Since December of 2019, I have been working full-time on Asurion Field. This enterprise mobile application allows employees to view, execute, and complete same-day delivery jobs, as well as remote mobile device repairs. Here are some things we've done since I've been on the team. 
Here are some high-level outcomes from the past 12 months
•Led design efforts on a product that successfully enabled over 550k+ same-day remote jobs for customers in 2020 (up from 186k in 2019 (+295%). 
•Enabled new job types resulting in a projected increase of 1.1M annual jobs in 2021 (+200%).
•Led a rebrand effort that included a cross-functional working group of employees and stakeholders. 
So what does it DO? 
Asurion Field is our proprietary enterprise software used by two cohorts of users: Ubreakifix remote repair technicians and Asurion In-Home Experts. A mouthful. I know. Here's an overview of our two primary user groups.
Same-Day Expert Setup (SDES)
Let's say you break your phone (oh no!). Like, really broken — a screen repair isn't going to cut it. As long as you break if before 4pm, and we have the inventory, we can get you a new device that same day, before 9pm. Our setup Experts help customers get their replacement device activated and all their data transferred over from their broken phone. 
Same-Unit Repair (SUR)
Our other user cohort is made up of Remote Technicians who work at Ubreakifix stores. They bop around in vans and repair folks' devices when they aren't a total loss. Those folks also use our app to fulfill those customer claims. 

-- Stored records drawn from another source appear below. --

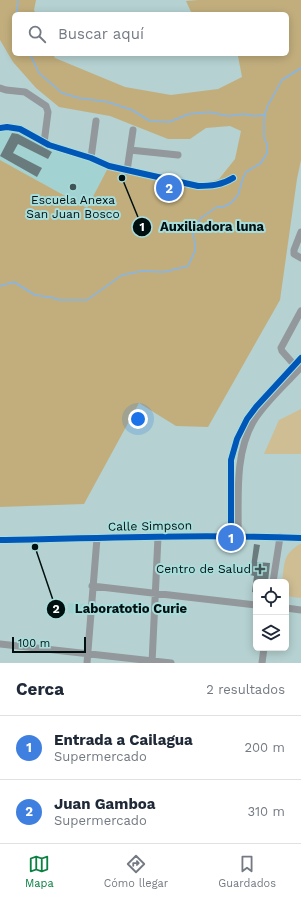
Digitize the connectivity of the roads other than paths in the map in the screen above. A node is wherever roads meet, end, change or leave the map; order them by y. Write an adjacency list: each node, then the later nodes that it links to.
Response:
1 (0, 88): 5 (street)
2 (96, 121): 8 (street)
3 (0, 128): 5 (street)
4 (133, 130): 6 (street)
5 (44, 142): 8 (street)
6 (130, 150): 7 (street); 9 (street)
7 (178, 155)
8 (91, 158): 9 (street)
9 (127, 171): 10 (street)
10 (233, 178)
11 (301, 232): 12 (street)
12 (301, 258)
13 (301, 311): 15 (street)
14 (301, 358): 15 (street)
15 (298, 367): 16 (street); 17 (street)
16 (231, 482): 17 (street); 18 (street)
17 (239, 482): 18 (street)
18 (234, 536): 19 (street, Calle Simpson); 20 (street, Calle Simpson)
19 (158, 537): 21 (street, Calle Simpson); 26 (street)
20 (280, 537): 22 (street, Calle Simpson); 24 (street)
21 (97, 538): 23 (street, Calle Simpson); 25 (street)
22 (301, 538)
23 (0, 540)
24 (273, 579)
25 (92, 586): 26 (street); 32 (street)
26 (155, 594): 27 (street); 33 (street)
27 (253, 605)
28 (289, 608): 29 (street)
29 (301, 610)
30 (0, 644): 32 (street)
31 (264, 651): 36 (street)
32 (88, 654): 33 (street); 34 (street)
33 (152, 662): 35 (street)
34 (87, 663)
35 (171, 663)
36 (262, 663)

Some stuff I've worked on this year​​​​​​​
Same-Unit Repair Migration
This one was a challenge. The team worked on enabling this job type for nearly 8 months, and now that it's up and running, we expect to see the app handle upwards of 1.1M jobs in 2021! There were many systems involved and a lot of enablement work to be done by our amazing developers, but I'll focus here on the design.
How to do design in a pandemic
The header is misleading — I'm STILL trying to figure out the best way. Usually, I would jump in a Tech's van, get eyes on the job, and talk to actual, human users who were on the job. Instead, I bought a GoPro, found a willing tech, and had him complete a diary study for us so we could get eyes on it from a distance. We learned a lot about the challenges that go along with this kind of work, and it was a great way to understand some of the intricacies of the work. 
First pass at a linear SUR job flow
First pass at a linear SUR job flow
Final SUR job flow
Final SUR job flow
It's the little things
Once we were into the beta test, and had an opportunity to get the flows in front of users, we were able to identify some of their pain points and start fixing them. It was a HUGE issue for these remote techs that they couldn't tell the app to open Waze instead of their native navigation app, so we added that functionality for them. They also wanted to be able to swipe between customer details and job details, so we enabled that as well. Their feedback was instrumental in getting SUR ready to scale in a ways that didn't disrupt techs day-to-day work.
Early sketches
Early sketches
High fidelity concepts
High fidelity concepts
Final logos
Final logos
New name, who dis? 
In Q4 of 2020, we updated the logo and name of the app. Within our product org, we had two apps that were named Anywhere Expert, as the initial product vision had been to have the two user groups work interchangeably on mobile and desktop versions of the same app. However, after we scaled, we realized that the mobile users (our app) needed to be separate from the desktop users (Anywhere Expert).
Since our users are mobile repair technicians and delivery and setup Experts, we renamed the app Asurion Field to reference this field network of employees.